### Instructions for the task
Within these entries, which lines include the string "junction"? Copy each one.

### Exercise material
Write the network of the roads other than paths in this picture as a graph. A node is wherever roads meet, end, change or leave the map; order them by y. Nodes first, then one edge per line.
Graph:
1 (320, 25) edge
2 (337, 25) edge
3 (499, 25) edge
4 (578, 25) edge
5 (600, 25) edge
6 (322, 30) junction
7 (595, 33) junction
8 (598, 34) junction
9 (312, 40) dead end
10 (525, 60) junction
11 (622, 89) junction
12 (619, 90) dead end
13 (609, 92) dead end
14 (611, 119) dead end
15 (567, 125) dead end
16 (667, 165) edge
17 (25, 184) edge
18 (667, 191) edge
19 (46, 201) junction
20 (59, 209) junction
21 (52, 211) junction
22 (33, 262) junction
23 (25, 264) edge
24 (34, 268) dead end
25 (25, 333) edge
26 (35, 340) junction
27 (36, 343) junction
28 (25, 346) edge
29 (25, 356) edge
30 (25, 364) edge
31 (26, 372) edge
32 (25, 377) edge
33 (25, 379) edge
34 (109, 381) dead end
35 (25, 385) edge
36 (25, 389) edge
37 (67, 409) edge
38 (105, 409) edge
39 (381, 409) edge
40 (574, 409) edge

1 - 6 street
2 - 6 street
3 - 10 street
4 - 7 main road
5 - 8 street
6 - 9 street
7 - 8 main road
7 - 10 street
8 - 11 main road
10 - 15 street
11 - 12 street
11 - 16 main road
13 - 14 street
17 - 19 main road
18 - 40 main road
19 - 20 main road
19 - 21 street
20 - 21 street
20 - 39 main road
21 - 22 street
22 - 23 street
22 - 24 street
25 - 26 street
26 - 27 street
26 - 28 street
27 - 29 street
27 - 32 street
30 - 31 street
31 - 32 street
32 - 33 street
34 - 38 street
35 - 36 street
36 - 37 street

### Written answer
6 (322, 30) junction
7 (595, 33) junction
8 (598, 34) junction
10 (525, 60) junction
11 (622, 89) junction
19 (46, 201) junction
20 (59, 209) junction
21 (52, 211) junction
22 (33, 262) junction
26 (35, 340) junction
27 (36, 343) junction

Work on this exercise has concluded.